(SOURCE DATA begins)

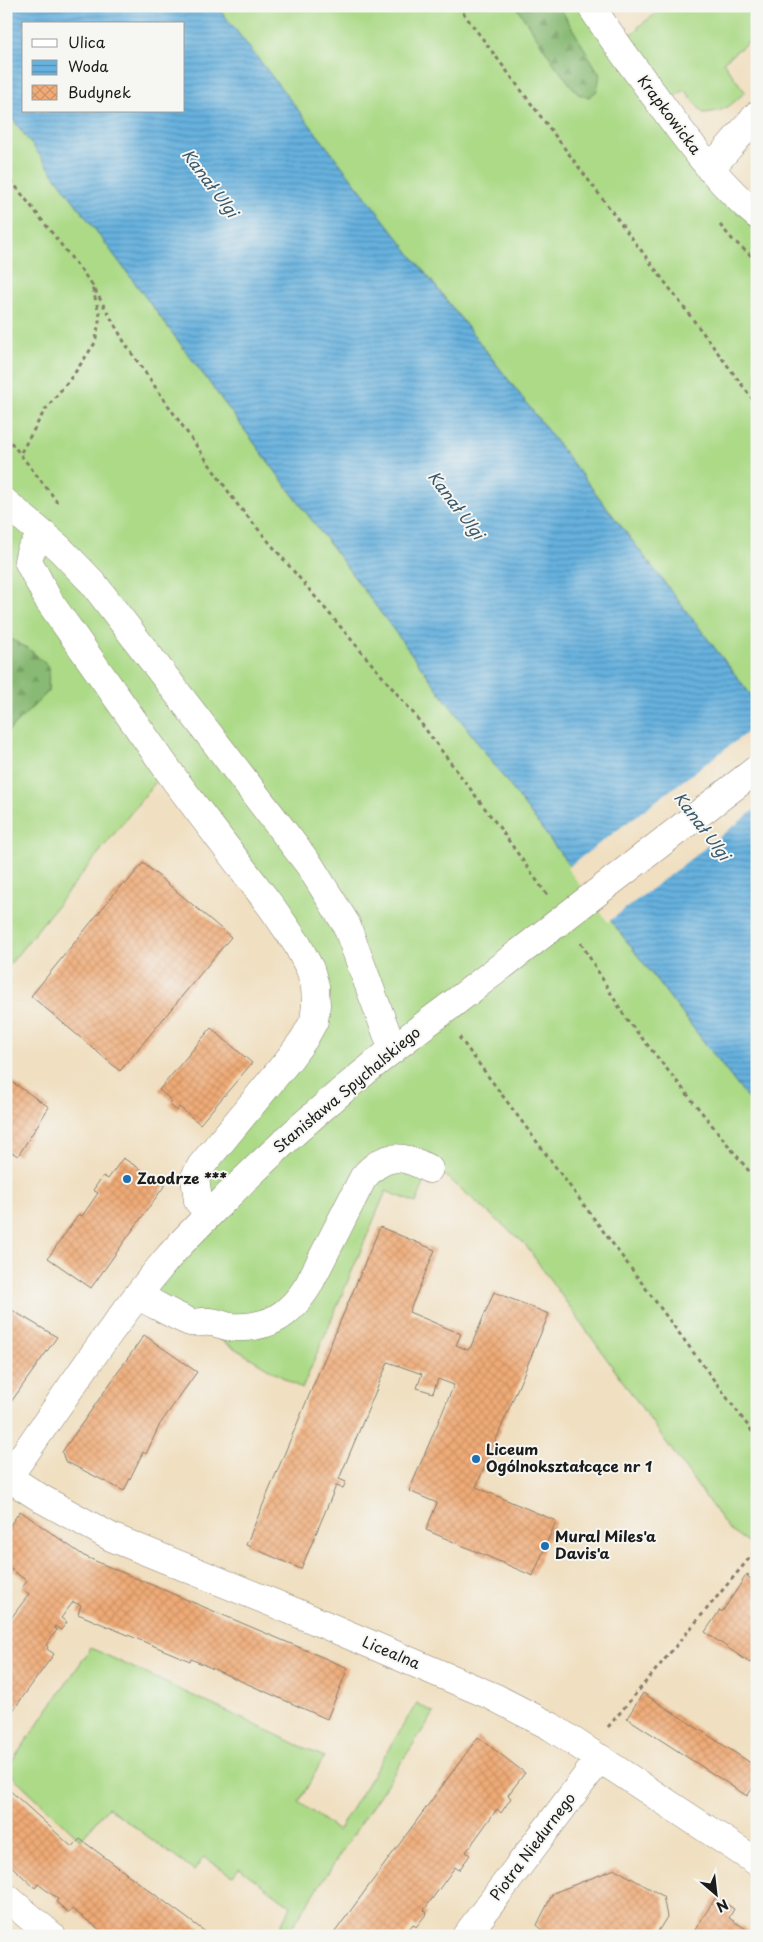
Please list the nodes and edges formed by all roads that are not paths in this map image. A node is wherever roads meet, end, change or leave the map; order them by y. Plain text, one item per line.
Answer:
1 (591, 6) edge
2 (757, 115) edge
3 (710, 169) junction
4 (757, 215) edge
5 (6, 502) edge
6 (43, 534) junction
7 (757, 769) edge
8 (393, 1050) junction
9 (429, 1169) dead end
10 (209, 1214) junction
11 (138, 1296) junction
12 (7, 1478) edge
13 (594, 1754) junction
14 (757, 1862) edge
15 (6, 1897) edge
16 (469, 1932) edge
17 (52, 1936) edge

1 - 3 street, Krapkowicka
2 - 3 street
3 - 4 street, Krapkowicka
5 - 6 street
6 - 8 street
6 - 10 street
7 - 8 street, Stanisława Spychalskiego, bridge
8 - 10 street, Stanisława Spychalskiego
9 - 11 street
10 - 11 street, Stanisława Spychalskiego
11 - 12 street, Stanisława Spychalskiego
12 - 13 street, Licealna
13 - 14 street, Licealna
13 - 16 street, Piotra Niedurnego
15 - 17 street

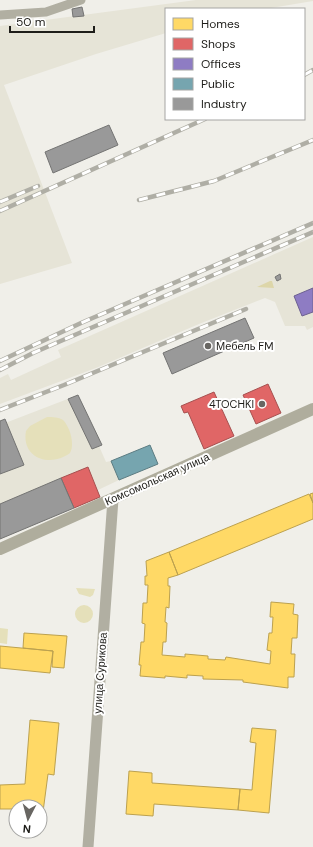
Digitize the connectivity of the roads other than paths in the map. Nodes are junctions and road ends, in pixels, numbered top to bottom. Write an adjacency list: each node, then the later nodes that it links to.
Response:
1 (81, 0): 2 (street)
2 (0, 15)
3 (313, 409): 4 (main road, Комсомольская улица)
4 (113, 499): 5 (main road, Комсомольская улица); 6 (street, улица Сурикова)
5 (0, 549)
6 (88, 847)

(SOURCE DATA ends)

> **WHAT IS BEING ASKED**
What's needed is an exact retyping of the records, pictures excluded.

> **SOLUTION TO THIS PROBLEM**
Please list the nodes and edges formed by all roads that are not paths in this map image. A node is wherever roads meet, end, change or leave the map; order them by y. Plain text, one item per line.
Answer:
1 (591, 6) edge
2 (757, 115) edge
3 (710, 169) junction
4 (757, 215) edge
5 (6, 502) edge
6 (43, 534) junction
7 (757, 769) edge
8 (393, 1050) junction
9 (429, 1169) dead end
10 (209, 1214) junction
11 (138, 1296) junction
12 (7, 1478) edge
13 (594, 1754) junction
14 (757, 1862) edge
15 (6, 1897) edge
16 (469, 1932) edge
17 (52, 1936) edge

1 - 3 street, Krapkowicka
2 - 3 street
3 - 4 street, Krapkowicka
5 - 6 street
6 - 8 street
6 - 10 street
7 - 8 street, Stanisława Spychalskiego, bridge
8 - 10 street, Stanisława Spychalskiego
9 - 11 street
10 - 11 street, Stanisława Spychalskiego
11 - 12 street, Stanisława Spychalskiego
12 - 13 street, Licealna
13 - 14 street, Licealna
13 - 16 street, Piotra Niedurnego
15 - 17 street

Digitize the connectivity of the roads other than paths in the map. Nodes are junctions and road ends, in pixels, numbered top to bottom. Write an adjacency list: each node, then the later nodes that it links to.
Response:
1 (81, 0): 2 (street)
2 (0, 15)
3 (313, 409): 4 (main road, Комсомольская улица)
4 (113, 499): 5 (main road, Комсомольская улица); 6 (street, улица Сурикова)
5 (0, 549)
6 (88, 847)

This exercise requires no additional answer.